2016イラン その9 ペルセポリス
シラーズからペルセポリスへ行くには現地ツアーを申し込むか、個人で車を手配して行くかどちらかになります。集団行動が根っから苦手なのでツアーは選択肢に入りません。
個人の場合、移動コストが一番安くすみそうなのはシラーズの北50kmほどにある町マルヴタシュトまでミニバスで移動し、そこからタクシーでさらに北へ10km程移動するとペルセポリスへ到着します。ホテルからバスターミナルまで50000リアル、ミニバスが15000リアル、マルヴダシュトからのタクシーが50000リアルくらいらしい・・・このプランで行ってみることにして、ホテルでタクシーを呼んでもらいます。
ホテルで呼んでもらうタクシーは何故かいつも白タクで、ドライバーは大抵他に本業を持ってる人ばかりなのですが、今回のドライバーさんは高校教師をしている気の良いおっちゃんでした。
「バスターミナルまでやってちょうだい」
「どこ行くの?イスファハーン?(長距離バスが出ている)」
「ミニバスでマルヴダシュトまで行くんだよ」
「ペルセポリス行くの?ペルセポリス、ナグシェ・ラジャブ、ナグシェ・ロスタム(どちらもペルセポリスの近くにある遺跡)3箇所まわって最後にクルアーン門(シラーズ北側にある立派な門)寄って4時間、90万リアル(約3000円)でどや?」
うーん商売上手。一台のタクシーで全部まわる方が断然楽だし、そんなに高くないし、悪い人では無さそうだしいいか、というわけで商談成立。
素通りしたマルヴダシュトの町
シラーズ~マルヴダシュト~ペルセポリスの位置関係 ピンが立っている場所がペルセポリス
マルヴダシュトを抜け、シラーズ・ペルセポリス街道というわかりやすい名前の道路をひたすら直進する
このひたすら真っ直ぐな道路の先に
来た!
ついにペルセポリスへ来た!
途中で見知らぬおばちゃんが「ガイドいる?」と声をかけてきたりしましたが丁重にお断りします。

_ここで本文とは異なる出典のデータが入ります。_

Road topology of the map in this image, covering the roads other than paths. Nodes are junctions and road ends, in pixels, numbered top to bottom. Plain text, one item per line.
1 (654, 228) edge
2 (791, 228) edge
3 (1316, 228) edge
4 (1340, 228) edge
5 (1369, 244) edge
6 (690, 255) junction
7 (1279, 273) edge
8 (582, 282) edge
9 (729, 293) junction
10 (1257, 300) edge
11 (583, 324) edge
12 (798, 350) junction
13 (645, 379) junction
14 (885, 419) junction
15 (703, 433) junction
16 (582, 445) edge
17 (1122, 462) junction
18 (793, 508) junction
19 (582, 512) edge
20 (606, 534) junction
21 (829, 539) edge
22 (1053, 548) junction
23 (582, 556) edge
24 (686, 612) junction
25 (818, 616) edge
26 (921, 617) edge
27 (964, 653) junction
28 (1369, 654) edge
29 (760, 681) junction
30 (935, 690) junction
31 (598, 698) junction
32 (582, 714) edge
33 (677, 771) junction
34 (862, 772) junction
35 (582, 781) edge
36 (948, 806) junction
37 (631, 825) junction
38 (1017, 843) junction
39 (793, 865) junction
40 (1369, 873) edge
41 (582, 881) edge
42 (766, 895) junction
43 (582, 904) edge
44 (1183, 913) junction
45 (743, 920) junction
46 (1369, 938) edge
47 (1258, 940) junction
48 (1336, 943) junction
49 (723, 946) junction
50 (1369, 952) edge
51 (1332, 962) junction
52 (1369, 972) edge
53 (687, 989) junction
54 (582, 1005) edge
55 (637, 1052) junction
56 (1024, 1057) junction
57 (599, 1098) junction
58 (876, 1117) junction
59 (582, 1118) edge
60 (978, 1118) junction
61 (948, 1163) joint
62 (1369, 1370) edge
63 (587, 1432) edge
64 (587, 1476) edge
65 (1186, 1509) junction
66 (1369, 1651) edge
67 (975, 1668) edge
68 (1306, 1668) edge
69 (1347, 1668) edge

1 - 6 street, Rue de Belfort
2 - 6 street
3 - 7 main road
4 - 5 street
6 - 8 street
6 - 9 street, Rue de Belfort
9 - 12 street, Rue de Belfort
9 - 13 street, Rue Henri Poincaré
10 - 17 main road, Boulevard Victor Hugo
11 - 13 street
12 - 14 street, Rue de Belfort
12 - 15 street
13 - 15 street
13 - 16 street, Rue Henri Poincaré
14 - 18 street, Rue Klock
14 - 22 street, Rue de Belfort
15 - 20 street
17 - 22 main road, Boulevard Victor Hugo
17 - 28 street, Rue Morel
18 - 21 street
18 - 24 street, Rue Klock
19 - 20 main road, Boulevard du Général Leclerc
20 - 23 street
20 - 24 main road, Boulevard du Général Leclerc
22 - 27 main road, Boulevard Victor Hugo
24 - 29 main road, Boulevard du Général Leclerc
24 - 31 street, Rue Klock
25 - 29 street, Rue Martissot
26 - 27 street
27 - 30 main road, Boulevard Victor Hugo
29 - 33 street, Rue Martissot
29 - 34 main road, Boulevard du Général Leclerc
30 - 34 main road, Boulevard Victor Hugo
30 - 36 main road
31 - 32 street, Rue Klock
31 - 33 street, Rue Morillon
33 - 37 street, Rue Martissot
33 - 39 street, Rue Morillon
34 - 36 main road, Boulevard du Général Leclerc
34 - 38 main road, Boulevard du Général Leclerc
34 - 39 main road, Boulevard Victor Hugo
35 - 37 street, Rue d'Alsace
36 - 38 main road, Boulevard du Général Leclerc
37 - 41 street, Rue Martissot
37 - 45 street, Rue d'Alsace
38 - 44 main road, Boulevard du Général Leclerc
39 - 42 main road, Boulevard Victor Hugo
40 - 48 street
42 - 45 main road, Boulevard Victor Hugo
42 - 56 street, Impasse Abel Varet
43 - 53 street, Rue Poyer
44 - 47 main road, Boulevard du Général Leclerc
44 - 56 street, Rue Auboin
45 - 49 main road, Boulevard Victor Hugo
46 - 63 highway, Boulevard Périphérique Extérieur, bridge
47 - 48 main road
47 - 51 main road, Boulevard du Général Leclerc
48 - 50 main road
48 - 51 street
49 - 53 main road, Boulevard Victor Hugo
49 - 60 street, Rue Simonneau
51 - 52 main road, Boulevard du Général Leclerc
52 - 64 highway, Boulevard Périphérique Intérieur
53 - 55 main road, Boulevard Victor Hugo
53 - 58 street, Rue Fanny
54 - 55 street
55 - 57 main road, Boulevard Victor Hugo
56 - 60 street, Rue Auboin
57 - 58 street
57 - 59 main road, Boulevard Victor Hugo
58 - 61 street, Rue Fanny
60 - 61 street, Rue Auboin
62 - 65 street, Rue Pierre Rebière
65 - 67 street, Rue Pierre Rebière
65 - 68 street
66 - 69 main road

上の写真を撮った場所のはるか後ろに入場チケット売り場があり、写真真ん中にちっちゃく見えるのがゲートなんですが、ゲートを通ろうとしたら係のおっさんに「バッグは持ち込み不可(デイパックを背負っていた)だから、預けてこい」と言われ、チケット売り場の隣にあるクロークまで軽く500mほどUターンします。最初に教えてくれよ・・・さっき声をかけてきたガイドのおばちゃんはニヤニヤしながらこっちを見てました。知ってて教えなかったなこいつめ。ショルダーバッグをかけた女性観光客は何故かスルーでした。基準がわからん。
お昼寝中だったクロークの係員を起こし、バッグを預けます。むき出しのカメラ、水筒(Thermosのゴツいやつ)折り畳み傘を手に持ち、再度500mの道のりを歩きます。その前にクロークの係員にこれは持ち込んで大丈夫だよね?としつこく念を押しました。大丈夫でした。
無事にゲートをクリアして正面の階段を登ると
クセルクセス門が目の前に
感無量
儀仗兵の通路
双頭の鷲像 この上に梁を通して屋根をかけていたらしい
左は未完成の門と呼ばれている遺跡 右奥に見えるのは三十二柱の間 なぜか観客席が設営されていた
百柱の間 昔は柱が百本建ってたらしいが今はスカスカ
謁見の間
中央宮殿
ごらんの通りマッハバンドが出そうな雲一つ無い青空で、ペルセポリス敷地内には日差しを遮るものがほぼありません。5月とはいえ厳しい直射日光にさらされると体力はかなり削られます。ここで活躍したのが折りたたみ傘。雨用のデカイやつで紫外線を遮り、Thermosの魔法瓶に入れた冷水でまめに水分補給をしたおかげで快適に過ごせました。傘なんか差してたのは俺くらいでしたが周りの目なんか気にするな。
さて念願のペルセポリスですが、思っていた以上に遺跡の保存状態が良くなく、ちょっと寂しい場所でした。至る所にいたずら書きがあったし。特にクセルクセス門を削った暴虐の徒は地獄で焼かれるべきです。ただそれは遺跡に触れる距離まで近づけるような展示がされているという意味でもあるし、おそらく将来はそのような見方はできなくなるのではないか、その点では今ペルセポリスを実際に見た意味というのは大きかったかなと思いました。
人間が生きた痕跡の残る場所というのが好きで、旅行するときは大抵そういう場所を選ぶのですが、どうも俺はいずれ無くなるもの(場所)を見ておきたいという欲求が強い。こんな壮大な宮殿だって外敵に侵略されたら柱が何本か残るくらいの痕跡しか残らないわけです。放っておけばただ消え去るものを何とかして延命させ人々の記憶に残す、その人間の業を見届けたいがためにわざわざ7600kmもの距離を移動して現物を拝みに行くわけです(大袈裟)。デカイ石をわざわざ切り出して積み上げて宮殿や寺院を作り上げて栄華を極めた文明がやがて滅び、時を経てその残骸が砂漠やジャングルに呑み込まれそうになってる姿なんてたまらなく美しいですよ。それでもアレクサンダー大王は本当に碌な事しねえなと思いましたが。